I am confused by your comment are you replying to me? yeah, I think almost every single premier LPGA tour player (except freaks like Thompson) grew up in a high pressure, demanding environment do you disagree?

 

I do disagree. Funny you use Lexi for your example. She was home-schooled, presumably to focus on sports. Started winning Kids World at 8 years old. Set the record for youngest US Women's Open competitor at 12 years old. That sounds like the epitome of high pressure.

 

What is she doing now? Taking time off from her career, breaking down on the 18th green after flubbing a chip, etc. If I had to guess, I'd say she is overwhelmed by the pressure to perform and succeed for her fans, her sponsors, her parents, etc.
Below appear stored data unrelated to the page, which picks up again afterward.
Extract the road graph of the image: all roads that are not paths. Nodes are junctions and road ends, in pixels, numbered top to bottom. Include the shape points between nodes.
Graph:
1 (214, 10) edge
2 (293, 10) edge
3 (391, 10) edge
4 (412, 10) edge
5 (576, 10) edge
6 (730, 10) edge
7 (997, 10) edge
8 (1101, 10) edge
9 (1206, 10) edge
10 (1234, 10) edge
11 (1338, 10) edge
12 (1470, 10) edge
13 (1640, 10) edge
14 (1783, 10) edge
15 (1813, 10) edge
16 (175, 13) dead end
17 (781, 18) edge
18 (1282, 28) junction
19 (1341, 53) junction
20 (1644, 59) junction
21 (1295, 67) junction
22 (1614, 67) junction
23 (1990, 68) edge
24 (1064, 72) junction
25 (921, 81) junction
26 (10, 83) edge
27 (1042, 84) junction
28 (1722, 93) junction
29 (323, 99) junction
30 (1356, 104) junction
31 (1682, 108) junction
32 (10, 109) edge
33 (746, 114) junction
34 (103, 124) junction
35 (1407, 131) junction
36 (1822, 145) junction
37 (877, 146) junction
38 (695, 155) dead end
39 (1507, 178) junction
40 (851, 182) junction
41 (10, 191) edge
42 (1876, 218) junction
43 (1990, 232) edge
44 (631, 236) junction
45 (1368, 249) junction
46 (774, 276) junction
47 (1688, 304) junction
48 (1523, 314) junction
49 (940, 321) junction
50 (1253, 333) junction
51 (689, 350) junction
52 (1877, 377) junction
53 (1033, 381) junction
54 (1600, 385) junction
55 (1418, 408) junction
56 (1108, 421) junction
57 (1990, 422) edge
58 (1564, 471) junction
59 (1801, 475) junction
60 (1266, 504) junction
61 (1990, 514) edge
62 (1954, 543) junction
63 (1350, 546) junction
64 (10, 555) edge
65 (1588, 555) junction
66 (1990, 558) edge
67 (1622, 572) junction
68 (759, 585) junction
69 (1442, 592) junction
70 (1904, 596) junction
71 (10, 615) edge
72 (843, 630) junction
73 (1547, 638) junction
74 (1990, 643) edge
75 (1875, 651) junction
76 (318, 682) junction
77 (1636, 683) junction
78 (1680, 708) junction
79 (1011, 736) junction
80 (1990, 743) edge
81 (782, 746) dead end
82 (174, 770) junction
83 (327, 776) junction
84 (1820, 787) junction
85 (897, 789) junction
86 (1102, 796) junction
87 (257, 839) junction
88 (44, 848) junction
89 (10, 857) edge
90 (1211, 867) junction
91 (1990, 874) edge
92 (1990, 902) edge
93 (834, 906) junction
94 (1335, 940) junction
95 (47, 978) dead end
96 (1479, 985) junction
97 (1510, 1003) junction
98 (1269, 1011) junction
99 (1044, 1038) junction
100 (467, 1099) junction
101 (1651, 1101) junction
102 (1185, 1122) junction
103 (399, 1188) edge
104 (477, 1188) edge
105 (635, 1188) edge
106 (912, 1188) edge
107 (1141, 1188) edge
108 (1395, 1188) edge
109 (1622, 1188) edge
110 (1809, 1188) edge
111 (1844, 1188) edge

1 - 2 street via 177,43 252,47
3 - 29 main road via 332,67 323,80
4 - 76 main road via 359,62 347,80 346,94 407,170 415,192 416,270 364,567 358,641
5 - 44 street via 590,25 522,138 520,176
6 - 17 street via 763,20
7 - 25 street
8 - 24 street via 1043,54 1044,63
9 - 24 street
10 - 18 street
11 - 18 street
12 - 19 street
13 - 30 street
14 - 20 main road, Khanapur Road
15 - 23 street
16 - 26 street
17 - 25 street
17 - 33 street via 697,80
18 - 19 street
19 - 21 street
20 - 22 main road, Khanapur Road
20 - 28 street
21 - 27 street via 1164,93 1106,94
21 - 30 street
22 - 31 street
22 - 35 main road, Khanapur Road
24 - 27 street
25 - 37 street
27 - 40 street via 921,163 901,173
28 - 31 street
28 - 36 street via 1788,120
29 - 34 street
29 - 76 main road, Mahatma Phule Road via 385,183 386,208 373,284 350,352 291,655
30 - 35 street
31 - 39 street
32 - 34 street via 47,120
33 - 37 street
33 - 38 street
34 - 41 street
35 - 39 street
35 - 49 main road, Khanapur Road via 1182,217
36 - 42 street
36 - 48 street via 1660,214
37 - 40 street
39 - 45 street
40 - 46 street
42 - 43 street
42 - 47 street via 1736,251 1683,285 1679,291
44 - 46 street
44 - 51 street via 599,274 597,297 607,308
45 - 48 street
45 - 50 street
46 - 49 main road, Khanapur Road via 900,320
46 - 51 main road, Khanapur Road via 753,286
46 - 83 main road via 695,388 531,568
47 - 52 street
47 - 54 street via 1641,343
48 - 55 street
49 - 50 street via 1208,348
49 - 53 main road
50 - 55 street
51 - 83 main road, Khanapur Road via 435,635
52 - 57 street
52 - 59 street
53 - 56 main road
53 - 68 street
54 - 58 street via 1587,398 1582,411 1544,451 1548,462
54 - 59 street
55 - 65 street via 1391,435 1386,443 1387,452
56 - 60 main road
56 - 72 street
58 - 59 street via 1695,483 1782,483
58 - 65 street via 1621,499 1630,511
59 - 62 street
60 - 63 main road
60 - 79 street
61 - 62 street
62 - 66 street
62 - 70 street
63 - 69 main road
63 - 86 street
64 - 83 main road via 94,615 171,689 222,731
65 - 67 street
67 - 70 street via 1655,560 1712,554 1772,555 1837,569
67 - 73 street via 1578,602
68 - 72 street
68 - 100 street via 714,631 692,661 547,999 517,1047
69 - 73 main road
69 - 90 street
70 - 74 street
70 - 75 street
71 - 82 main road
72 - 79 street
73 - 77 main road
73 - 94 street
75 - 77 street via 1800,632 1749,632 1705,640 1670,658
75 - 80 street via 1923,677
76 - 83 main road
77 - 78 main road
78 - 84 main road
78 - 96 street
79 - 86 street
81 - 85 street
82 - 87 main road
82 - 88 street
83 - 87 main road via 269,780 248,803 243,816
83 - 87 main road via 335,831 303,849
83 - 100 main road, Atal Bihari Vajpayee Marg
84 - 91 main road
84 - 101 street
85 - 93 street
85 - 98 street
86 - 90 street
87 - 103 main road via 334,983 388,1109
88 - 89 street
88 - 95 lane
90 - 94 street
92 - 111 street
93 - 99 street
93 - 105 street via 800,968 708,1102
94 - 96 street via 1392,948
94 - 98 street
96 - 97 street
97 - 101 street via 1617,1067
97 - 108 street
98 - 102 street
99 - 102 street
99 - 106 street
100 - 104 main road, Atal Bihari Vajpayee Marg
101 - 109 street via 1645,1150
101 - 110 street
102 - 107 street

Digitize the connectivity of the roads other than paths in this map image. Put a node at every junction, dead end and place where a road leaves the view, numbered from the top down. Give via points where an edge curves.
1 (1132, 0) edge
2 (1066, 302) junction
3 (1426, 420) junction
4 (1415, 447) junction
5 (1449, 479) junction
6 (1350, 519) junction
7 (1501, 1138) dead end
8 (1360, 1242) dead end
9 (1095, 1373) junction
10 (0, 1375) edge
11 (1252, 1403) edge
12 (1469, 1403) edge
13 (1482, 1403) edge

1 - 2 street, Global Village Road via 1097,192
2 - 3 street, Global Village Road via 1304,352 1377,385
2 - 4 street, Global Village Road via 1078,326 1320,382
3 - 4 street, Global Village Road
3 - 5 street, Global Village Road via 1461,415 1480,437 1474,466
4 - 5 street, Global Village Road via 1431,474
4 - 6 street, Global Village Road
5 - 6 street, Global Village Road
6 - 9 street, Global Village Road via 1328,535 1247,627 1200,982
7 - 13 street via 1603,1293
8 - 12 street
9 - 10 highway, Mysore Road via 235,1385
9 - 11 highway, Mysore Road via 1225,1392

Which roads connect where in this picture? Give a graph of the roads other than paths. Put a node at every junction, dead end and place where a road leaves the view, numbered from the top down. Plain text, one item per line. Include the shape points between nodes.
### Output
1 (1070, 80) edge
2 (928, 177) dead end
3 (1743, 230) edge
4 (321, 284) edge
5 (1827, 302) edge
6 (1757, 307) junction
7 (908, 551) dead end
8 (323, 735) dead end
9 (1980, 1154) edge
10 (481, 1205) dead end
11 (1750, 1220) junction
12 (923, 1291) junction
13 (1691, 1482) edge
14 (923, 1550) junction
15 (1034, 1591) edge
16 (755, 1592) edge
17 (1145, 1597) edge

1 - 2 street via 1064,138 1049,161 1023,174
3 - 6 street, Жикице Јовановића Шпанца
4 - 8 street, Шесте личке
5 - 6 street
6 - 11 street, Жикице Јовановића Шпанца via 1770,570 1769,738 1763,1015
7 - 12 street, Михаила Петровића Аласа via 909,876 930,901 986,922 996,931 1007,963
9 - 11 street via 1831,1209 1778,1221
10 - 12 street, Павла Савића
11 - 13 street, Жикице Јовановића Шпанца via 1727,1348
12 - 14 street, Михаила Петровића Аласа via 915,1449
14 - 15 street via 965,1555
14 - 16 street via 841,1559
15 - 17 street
All that while growing up in an Instagram generation where she posts every workout, every celebrity ball event, etc.

 

She isn't living her life for herself, she's living it for someone else. It could be her parents, it could be her fans. But the stress has broken through now. I hope she is able to find her inner peace and motivation and become a force on the LPGA again. But I wouldn't use her right now as an example of how to make it in the LPGA.

 

And for every Tiger there is a Dustin Johnson who was supremely talented but underachieving, and found their motivation later in life.

 

My point is, you want to be a tiger mom, so all you see are successful tiger mom stories. That's not always the road to success. I don't even think it's the most common road to success. But we all like to justify our own biases. I'm not saying kids don't need some motivation. I'm just saying there isn't one recipe for success. Sometimes you just let kids have fun until they get older and find a way to motivate themselves. Success at 10 years old does not predict success later in life.